Source paper: Coal Mining in the Hunter Valley - A Strategic Mine Planning Case Study - Wharton, C. (2009)
The Hunter Valley paper describes Rio Tinto Coal Australia operations where Bengalla, Hunter Valley Operations, and Mount Thorley Warkworth each had their own mining, processing, equipment, and product realities while sharing broader infrastructure such as rail and port capacity. The planning problem was not only to improve one mine schedule, but to understand how decisions interacted across a portfolio.
The context map below places those referenced operations in the Hunter Valley coal chain and shows the major nearby towns and export infrastructure. The point is not survey precision, but planning context: these mines sit inside a shared regional system where rail paths, wash plants, product strategy, and the Port of Newcastle can become portfolio constraints rather than mine-by-mine details.

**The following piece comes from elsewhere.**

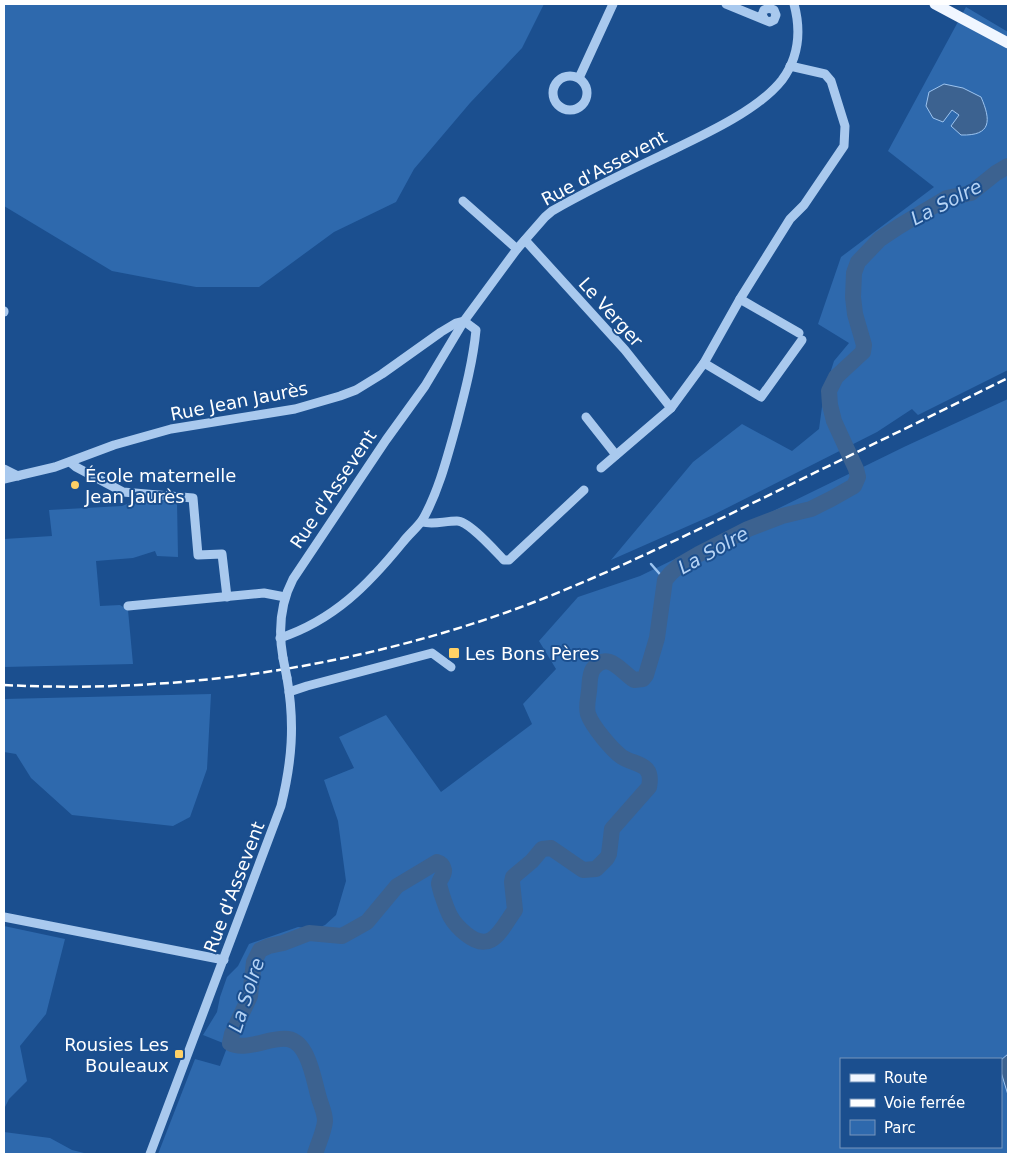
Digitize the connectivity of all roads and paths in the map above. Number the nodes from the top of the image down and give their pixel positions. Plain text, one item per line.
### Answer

Coal planning is highly sensitive to product strategy. Wash plant density set points alter yield, product ash, and coal class. A fixed setting may look operationally simple, but the paper shows that variable set points can shift product mix and increase total yield while preserving product specifications. That type of decision is difficult to evaluate properly unless product value, wash yield, ash, mining constraints, and schedule timing are considered together.

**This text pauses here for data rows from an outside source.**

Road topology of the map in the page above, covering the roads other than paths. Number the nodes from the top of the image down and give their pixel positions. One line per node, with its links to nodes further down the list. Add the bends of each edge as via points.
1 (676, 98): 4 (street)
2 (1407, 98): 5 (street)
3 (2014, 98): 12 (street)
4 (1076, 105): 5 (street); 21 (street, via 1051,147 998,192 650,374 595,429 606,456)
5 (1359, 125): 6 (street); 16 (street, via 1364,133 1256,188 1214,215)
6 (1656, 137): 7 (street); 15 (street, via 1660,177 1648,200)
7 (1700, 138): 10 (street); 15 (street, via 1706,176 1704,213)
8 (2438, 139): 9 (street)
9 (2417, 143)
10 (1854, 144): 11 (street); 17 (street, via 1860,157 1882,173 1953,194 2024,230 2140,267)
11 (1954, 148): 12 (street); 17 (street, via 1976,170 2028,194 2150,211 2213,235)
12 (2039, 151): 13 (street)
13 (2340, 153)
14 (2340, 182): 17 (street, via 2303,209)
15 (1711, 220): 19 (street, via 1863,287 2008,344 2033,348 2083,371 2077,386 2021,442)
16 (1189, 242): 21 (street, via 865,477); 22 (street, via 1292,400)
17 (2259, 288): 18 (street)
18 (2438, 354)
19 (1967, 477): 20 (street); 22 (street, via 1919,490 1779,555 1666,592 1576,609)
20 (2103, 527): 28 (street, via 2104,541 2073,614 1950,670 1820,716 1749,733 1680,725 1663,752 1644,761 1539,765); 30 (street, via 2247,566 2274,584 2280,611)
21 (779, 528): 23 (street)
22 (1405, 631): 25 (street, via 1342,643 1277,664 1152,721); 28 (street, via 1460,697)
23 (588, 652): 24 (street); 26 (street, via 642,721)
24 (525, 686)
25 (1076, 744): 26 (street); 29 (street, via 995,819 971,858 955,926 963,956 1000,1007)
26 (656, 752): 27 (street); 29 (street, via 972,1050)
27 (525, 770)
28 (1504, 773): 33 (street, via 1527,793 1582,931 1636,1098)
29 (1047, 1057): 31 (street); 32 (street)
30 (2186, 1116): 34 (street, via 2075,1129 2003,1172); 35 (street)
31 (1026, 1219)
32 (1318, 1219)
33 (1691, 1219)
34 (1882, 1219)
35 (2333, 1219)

Pit configuration decisions created a second layer of strategic choice. The paper compared many pit floor and extent combinations, plotting tonnage and NPV together. Some cases produced similar NPV with much less tonnage; others produced comparable tonnage but higher NPV. The useful decision was not simply which pit was larger, but which option created the best value once the schedule, equipment, product strategy, and mine life were treated consistently.
Once each mine was calibrated, the model could be expanded into an integrated Hunter Valley model. That integrated view maintained the individual mine, plant, and equipment limits, while adding shared rail and port constraints. It allowed expansion options, plant locations, truck/conveyor alternatives, and coal-field development decisions to be assessed on a common basis rather than through isolated site studies.
The paper also highlights a long-life mine problem: as mine life stretches beyond roughly 18 to 20 years, late tonnes can contribute little to NPV. That does not make them irrelevant, but it means the planner needs additional discipline when choosing between similar-NPV alternatives, especially when risk, product quality, early-period cash flow, and infrastructure position differ.
The practical insight is that multi-mine optimisation is not a reporting exercise. It is a different planning frame. It asks which linked combination of policies, schedules, equipment, and infrastructure creates the best whole-of-business value across the portfolio.